Stored data:
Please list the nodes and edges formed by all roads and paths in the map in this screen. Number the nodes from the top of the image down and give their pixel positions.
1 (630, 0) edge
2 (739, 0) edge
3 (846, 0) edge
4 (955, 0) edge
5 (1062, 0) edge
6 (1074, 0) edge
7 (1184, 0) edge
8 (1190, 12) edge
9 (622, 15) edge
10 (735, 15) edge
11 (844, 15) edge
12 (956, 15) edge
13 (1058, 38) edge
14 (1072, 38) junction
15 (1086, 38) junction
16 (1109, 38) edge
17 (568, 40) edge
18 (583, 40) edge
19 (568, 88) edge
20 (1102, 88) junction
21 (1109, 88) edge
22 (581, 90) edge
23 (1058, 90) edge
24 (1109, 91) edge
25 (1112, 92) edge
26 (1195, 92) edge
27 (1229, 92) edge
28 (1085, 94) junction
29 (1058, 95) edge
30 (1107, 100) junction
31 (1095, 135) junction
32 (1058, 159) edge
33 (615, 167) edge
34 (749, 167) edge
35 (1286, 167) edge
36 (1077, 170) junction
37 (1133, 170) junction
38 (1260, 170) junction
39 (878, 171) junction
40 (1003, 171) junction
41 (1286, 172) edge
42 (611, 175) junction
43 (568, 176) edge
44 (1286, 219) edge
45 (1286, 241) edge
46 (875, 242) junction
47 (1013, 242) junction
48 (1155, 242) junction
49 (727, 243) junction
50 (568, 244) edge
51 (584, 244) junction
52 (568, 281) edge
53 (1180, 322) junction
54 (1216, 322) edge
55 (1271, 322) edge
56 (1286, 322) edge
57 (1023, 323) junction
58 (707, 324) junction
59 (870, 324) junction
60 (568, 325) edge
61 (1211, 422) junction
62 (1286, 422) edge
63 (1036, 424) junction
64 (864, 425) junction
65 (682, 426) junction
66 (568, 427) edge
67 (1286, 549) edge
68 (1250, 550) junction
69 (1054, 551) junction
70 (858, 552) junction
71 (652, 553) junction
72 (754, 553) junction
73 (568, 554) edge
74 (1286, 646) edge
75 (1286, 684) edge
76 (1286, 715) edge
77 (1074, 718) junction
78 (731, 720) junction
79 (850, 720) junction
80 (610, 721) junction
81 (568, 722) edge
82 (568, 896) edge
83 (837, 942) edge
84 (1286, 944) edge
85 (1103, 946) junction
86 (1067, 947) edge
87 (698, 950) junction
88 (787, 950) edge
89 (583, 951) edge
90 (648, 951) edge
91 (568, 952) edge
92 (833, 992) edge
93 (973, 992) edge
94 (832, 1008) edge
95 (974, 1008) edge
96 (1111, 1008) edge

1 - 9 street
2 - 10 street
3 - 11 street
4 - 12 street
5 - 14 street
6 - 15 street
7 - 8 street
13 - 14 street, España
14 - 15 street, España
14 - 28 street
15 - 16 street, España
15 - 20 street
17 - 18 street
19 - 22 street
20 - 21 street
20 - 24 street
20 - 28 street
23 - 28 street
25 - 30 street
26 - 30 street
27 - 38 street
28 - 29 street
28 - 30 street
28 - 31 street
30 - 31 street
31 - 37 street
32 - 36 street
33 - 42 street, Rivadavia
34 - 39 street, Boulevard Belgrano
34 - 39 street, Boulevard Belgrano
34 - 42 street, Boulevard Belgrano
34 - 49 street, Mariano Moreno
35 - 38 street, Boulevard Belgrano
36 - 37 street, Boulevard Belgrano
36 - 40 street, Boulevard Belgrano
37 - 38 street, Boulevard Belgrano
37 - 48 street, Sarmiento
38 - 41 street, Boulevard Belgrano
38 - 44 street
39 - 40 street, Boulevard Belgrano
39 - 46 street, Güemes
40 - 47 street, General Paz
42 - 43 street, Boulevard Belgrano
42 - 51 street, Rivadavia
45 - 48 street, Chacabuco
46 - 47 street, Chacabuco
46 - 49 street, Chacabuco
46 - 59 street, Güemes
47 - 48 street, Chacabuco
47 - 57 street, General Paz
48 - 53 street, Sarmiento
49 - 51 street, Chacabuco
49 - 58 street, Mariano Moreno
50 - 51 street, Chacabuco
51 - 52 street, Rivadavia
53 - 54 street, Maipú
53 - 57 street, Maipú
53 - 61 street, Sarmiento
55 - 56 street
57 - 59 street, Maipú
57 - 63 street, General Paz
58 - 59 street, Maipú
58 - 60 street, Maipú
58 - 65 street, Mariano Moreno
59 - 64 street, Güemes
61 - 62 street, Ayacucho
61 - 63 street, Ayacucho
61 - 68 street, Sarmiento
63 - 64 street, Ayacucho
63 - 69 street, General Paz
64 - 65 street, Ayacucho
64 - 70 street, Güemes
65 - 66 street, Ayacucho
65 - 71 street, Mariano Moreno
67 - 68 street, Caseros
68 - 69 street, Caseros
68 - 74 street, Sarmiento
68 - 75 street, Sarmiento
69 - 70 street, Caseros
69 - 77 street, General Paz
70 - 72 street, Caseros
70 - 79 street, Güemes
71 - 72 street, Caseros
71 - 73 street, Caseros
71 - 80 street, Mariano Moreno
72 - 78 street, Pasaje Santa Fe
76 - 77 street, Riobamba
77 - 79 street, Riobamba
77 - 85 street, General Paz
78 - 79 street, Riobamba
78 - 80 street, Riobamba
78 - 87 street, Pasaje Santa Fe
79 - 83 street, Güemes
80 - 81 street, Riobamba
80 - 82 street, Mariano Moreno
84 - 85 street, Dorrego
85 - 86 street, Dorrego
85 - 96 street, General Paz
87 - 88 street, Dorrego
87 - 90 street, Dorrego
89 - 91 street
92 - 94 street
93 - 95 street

WHAT NEEDS TO BE DONE:
Restate the entries. Match them exactly.

TASK SOLUTION:
Please list the nodes and edges formed by all roads and paths in the map in this screen. Number the nodes from the top of the image down and give their pixel positions.
1 (630, 0) edge
2 (739, 0) edge
3 (846, 0) edge
4 (955, 0) edge
5 (1062, 0) edge
6 (1074, 0) edge
7 (1184, 0) edge
8 (1190, 12) edge
9 (622, 15) edge
10 (735, 15) edge
11 (844, 15) edge
12 (956, 15) edge
13 (1058, 38) edge
14 (1072, 38) junction
15 (1086, 38) junction
16 (1109, 38) edge
17 (568, 40) edge
18 (583, 40) edge
19 (568, 88) edge
20 (1102, 88) junction
21 (1109, 88) edge
22 (581, 90) edge
23 (1058, 90) edge
24 (1109, 91) edge
25 (1112, 92) edge
26 (1195, 92) edge
27 (1229, 92) edge
28 (1085, 94) junction
29 (1058, 95) edge
30 (1107, 100) junction
31 (1095, 135) junction
32 (1058, 159) edge
33 (615, 167) edge
34 (749, 167) edge
35 (1286, 167) edge
36 (1077, 170) junction
37 (1133, 170) junction
38 (1260, 170) junction
39 (878, 171) junction
40 (1003, 171) junction
41 (1286, 172) edge
42 (611, 175) junction
43 (568, 176) edge
44 (1286, 219) edge
45 (1286, 241) edge
46 (875, 242) junction
47 (1013, 242) junction
48 (1155, 242) junction
49 (727, 243) junction
50 (568, 244) edge
51 (584, 244) junction
52 (568, 281) edge
53 (1180, 322) junction
54 (1216, 322) edge
55 (1271, 322) edge
56 (1286, 322) edge
57 (1023, 323) junction
58 (707, 324) junction
59 (870, 324) junction
60 (568, 325) edge
61 (1211, 422) junction
62 (1286, 422) edge
63 (1036, 424) junction
64 (864, 425) junction
65 (682, 426) junction
66 (568, 427) edge
67 (1286, 549) edge
68 (1250, 550) junction
69 (1054, 551) junction
70 (858, 552) junction
71 (652, 553) junction
72 (754, 553) junction
73 (568, 554) edge
74 (1286, 646) edge
75 (1286, 684) edge
76 (1286, 715) edge
77 (1074, 718) junction
78 (731, 720) junction
79 (850, 720) junction
80 (610, 721) junction
81 (568, 722) edge
82 (568, 896) edge
83 (837, 942) edge
84 (1286, 944) edge
85 (1103, 946) junction
86 (1067, 947) edge
87 (698, 950) junction
88 (787, 950) edge
89 (583, 951) edge
90 (648, 951) edge
91 (568, 952) edge
92 (833, 992) edge
93 (973, 992) edge
94 (832, 1008) edge
95 (974, 1008) edge
96 (1111, 1008) edge

1 - 9 street
2 - 10 street
3 - 11 street
4 - 12 street
5 - 14 street
6 - 15 street
7 - 8 street
13 - 14 street, España
14 - 15 street, España
14 - 28 street
15 - 16 street, España
15 - 20 street
17 - 18 street
19 - 22 street
20 - 21 street
20 - 24 street
20 - 28 street
23 - 28 street
25 - 30 street
26 - 30 street
27 - 38 street
28 - 29 street
28 - 30 street
28 - 31 street
30 - 31 street
31 - 37 street
32 - 36 street
33 - 42 street, Rivadavia
34 - 39 street, Boulevard Belgrano
34 - 39 street, Boulevard Belgrano
34 - 42 street, Boulevard Belgrano
34 - 49 street, Mariano Moreno
35 - 38 street, Boulevard Belgrano
36 - 37 street, Boulevard Belgrano
36 - 40 street, Boulevard Belgrano
37 - 38 street, Boulevard Belgrano
37 - 48 street, Sarmiento
38 - 41 street, Boulevard Belgrano
38 - 44 street
39 - 40 street, Boulevard Belgrano
39 - 46 street, Güemes
40 - 47 street, General Paz
42 - 43 street, Boulevard Belgrano
42 - 51 street, Rivadavia
45 - 48 street, Chacabuco
46 - 47 street, Chacabuco
46 - 49 street, Chacabuco
46 - 59 street, Güemes
47 - 48 street, Chacabuco
47 - 57 street, General Paz
48 - 53 street, Sarmiento
49 - 51 street, Chacabuco
49 - 58 street, Mariano Moreno
50 - 51 street, Chacabuco
51 - 52 street, Rivadavia
53 - 54 street, Maipú
53 - 57 street, Maipú
53 - 61 street, Sarmiento
55 - 56 street
57 - 59 street, Maipú
57 - 63 street, General Paz
58 - 59 street, Maipú
58 - 60 street, Maipú
58 - 65 street, Mariano Moreno
59 - 64 street, Güemes
61 - 62 street, Ayacucho
61 - 63 street, Ayacucho
61 - 68 street, Sarmiento
63 - 64 street, Ayacucho
63 - 69 street, General Paz
64 - 65 street, Ayacucho
64 - 70 street, Güemes
65 - 66 street, Ayacucho
65 - 71 street, Mariano Moreno
67 - 68 street, Caseros
68 - 69 street, Caseros
68 - 74 street, Sarmiento
68 - 75 street, Sarmiento
69 - 70 street, Caseros
69 - 77 street, General Paz
70 - 72 street, Caseros
70 - 79 street, Güemes
71 - 72 street, Caseros
71 - 73 street, Caseros
71 - 80 street, Mariano Moreno
72 - 78 street, Pasaje Santa Fe
76 - 77 street, Riobamba
77 - 79 street, Riobamba
77 - 85 street, General Paz
78 - 79 street, Riobamba
78 - 80 street, Riobamba
78 - 87 street, Pasaje Santa Fe
79 - 83 street, Güemes
80 - 81 street, Riobamba
80 - 82 street, Mariano Moreno
84 - 85 street, Dorrego
85 - 86 street, Dorrego
85 - 96 street, General Paz
87 - 88 street, Dorrego
87 - 90 street, Dorrego
89 - 91 street
92 - 94 street
93 - 95 street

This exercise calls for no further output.